Repeat only the stretch of lines below that runs from the line with "Which roads connect" through the line with "Turn all roads", unaltered.

(Stored data entries)
------------
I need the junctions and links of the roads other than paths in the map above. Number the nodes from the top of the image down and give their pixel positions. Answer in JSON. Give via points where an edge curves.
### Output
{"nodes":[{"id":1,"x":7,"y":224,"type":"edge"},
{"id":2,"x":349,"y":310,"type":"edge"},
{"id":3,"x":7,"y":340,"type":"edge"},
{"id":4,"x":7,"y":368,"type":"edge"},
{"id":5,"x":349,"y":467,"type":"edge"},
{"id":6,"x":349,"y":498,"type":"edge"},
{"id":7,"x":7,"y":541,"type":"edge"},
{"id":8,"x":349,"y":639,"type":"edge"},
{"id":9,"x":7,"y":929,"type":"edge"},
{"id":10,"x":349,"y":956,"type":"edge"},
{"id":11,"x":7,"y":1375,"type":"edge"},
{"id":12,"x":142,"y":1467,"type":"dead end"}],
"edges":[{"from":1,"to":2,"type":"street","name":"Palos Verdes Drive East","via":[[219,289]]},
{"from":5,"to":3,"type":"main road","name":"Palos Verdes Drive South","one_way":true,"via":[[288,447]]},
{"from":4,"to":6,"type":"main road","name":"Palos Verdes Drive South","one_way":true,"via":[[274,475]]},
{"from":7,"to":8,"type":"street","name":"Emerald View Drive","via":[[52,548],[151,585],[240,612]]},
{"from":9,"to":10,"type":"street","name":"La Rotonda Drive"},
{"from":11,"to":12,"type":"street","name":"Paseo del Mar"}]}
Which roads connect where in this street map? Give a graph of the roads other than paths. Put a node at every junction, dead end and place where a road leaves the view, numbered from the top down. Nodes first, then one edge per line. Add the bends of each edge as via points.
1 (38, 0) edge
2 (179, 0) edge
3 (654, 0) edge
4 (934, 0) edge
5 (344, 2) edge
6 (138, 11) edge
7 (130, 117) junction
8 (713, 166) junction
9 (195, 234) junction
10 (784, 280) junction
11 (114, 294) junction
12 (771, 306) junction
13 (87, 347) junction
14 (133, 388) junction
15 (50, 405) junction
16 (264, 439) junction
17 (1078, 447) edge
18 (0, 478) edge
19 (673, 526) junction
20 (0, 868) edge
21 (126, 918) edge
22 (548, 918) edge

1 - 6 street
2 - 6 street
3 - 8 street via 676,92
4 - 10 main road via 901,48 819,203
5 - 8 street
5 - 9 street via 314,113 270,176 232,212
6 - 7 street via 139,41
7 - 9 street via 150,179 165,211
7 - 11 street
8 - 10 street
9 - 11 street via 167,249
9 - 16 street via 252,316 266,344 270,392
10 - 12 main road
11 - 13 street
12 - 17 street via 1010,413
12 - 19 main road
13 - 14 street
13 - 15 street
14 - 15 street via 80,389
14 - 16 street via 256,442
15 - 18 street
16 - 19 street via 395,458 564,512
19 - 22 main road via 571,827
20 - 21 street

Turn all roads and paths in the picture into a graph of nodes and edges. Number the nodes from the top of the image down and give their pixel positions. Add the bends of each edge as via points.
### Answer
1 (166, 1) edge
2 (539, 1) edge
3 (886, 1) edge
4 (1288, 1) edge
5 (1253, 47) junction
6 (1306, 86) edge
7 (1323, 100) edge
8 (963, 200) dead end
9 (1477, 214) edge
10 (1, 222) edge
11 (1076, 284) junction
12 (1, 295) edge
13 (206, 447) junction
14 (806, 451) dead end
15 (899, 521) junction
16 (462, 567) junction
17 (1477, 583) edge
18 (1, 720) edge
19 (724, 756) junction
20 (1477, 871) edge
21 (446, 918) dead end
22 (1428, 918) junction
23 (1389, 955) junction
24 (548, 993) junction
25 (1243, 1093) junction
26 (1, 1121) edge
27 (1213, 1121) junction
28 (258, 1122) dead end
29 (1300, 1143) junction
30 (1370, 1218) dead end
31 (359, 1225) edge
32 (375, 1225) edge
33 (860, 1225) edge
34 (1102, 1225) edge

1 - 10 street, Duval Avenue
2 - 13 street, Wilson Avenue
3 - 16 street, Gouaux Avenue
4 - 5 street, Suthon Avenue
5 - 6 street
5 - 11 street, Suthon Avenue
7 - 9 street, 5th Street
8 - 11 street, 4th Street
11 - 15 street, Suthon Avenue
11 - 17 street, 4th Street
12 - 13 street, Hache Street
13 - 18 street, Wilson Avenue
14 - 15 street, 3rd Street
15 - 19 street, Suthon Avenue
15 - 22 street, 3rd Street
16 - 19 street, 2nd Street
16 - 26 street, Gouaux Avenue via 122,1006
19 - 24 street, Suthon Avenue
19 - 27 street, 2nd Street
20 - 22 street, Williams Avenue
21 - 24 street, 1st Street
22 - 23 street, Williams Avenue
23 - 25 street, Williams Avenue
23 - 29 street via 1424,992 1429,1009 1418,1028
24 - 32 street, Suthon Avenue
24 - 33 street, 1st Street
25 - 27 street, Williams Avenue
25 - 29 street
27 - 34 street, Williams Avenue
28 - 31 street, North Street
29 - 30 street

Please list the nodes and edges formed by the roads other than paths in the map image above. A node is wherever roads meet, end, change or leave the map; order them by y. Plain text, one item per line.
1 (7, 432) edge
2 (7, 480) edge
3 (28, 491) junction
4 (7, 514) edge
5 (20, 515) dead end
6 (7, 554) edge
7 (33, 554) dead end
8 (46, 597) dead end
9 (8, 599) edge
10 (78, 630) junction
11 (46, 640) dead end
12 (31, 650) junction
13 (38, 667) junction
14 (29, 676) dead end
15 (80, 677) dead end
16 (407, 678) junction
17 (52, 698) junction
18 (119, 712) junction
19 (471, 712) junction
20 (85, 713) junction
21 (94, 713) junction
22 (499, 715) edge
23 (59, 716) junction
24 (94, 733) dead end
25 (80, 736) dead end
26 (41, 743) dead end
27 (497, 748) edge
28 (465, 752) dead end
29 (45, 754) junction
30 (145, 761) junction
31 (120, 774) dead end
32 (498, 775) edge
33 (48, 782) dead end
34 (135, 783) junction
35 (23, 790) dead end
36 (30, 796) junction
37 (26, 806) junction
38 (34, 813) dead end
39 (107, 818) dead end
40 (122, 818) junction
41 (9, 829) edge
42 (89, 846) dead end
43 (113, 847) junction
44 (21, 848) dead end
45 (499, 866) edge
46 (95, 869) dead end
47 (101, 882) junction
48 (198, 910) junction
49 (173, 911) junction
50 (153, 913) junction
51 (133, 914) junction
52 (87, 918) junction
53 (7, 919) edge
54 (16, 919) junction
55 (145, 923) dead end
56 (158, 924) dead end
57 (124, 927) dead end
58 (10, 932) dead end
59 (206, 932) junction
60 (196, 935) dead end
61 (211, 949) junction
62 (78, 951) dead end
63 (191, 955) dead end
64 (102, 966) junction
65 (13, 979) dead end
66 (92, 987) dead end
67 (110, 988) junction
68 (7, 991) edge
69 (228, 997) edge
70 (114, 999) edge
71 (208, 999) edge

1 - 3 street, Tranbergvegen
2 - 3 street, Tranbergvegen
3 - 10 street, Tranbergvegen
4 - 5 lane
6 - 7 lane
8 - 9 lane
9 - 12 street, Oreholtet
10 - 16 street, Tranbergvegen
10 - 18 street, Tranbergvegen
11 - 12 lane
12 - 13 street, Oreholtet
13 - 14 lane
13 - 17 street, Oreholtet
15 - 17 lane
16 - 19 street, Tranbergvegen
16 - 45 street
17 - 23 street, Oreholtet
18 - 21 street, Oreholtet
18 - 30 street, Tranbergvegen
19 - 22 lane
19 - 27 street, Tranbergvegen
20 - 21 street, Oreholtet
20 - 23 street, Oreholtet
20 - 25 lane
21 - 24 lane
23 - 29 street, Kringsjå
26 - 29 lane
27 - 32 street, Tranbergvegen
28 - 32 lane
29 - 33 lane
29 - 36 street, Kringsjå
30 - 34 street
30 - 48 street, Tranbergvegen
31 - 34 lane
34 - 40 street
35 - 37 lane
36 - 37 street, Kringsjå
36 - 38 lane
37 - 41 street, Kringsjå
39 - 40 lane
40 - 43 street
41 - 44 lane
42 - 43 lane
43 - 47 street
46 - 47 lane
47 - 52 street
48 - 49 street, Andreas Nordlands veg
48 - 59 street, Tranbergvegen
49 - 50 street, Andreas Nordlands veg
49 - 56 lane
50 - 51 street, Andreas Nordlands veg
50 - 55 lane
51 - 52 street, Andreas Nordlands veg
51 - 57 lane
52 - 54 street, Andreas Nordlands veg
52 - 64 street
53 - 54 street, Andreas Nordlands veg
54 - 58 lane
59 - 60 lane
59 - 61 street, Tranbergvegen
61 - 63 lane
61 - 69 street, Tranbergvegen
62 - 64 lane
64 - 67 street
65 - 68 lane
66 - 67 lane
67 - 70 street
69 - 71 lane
------------
Exercise output:
Which roads connect where in this street map? Give a graph of the roads other than paths. Put a node at every junction, dead end and place where a road leaves the view, numbered from the top down. Nodes first, then one edge per line. Add the bends of each edge as via points.
1 (38, 0) edge
2 (179, 0) edge
3 (654, 0) edge
4 (934, 0) edge
5 (344, 2) edge
6 (138, 11) edge
7 (130, 117) junction
8 (713, 166) junction
9 (195, 234) junction
10 (784, 280) junction
11 (114, 294) junction
12 (771, 306) junction
13 (87, 347) junction
14 (133, 388) junction
15 (50, 405) junction
16 (264, 439) junction
17 (1078, 447) edge
18 (0, 478) edge
19 (673, 526) junction
20 (0, 868) edge
21 (126, 918) edge
22 (548, 918) edge

1 - 6 street
2 - 6 street
3 - 8 street via 676,92
4 - 10 main road via 901,48 819,203
5 - 8 street
5 - 9 street via 314,113 270,176 232,212
6 - 7 street via 139,41
7 - 9 street via 150,179 165,211
7 - 11 street
8 - 10 street
9 - 11 street via 167,249
9 - 16 street via 252,316 266,344 270,392
10 - 12 main road
11 - 13 street
12 - 17 street via 1010,413
12 - 19 main road
13 - 14 street
13 - 15 street
14 - 15 street via 80,389
14 - 16 street via 256,442
15 - 18 street
16 - 19 street via 395,458 564,512
19 - 22 main road via 571,827
20 - 21 street

Turn all roads and paths in the picture into a graph of nodes and edges. Number the nodes from the top of the image down and give their pixel positions. Add the bends of each edge as via points.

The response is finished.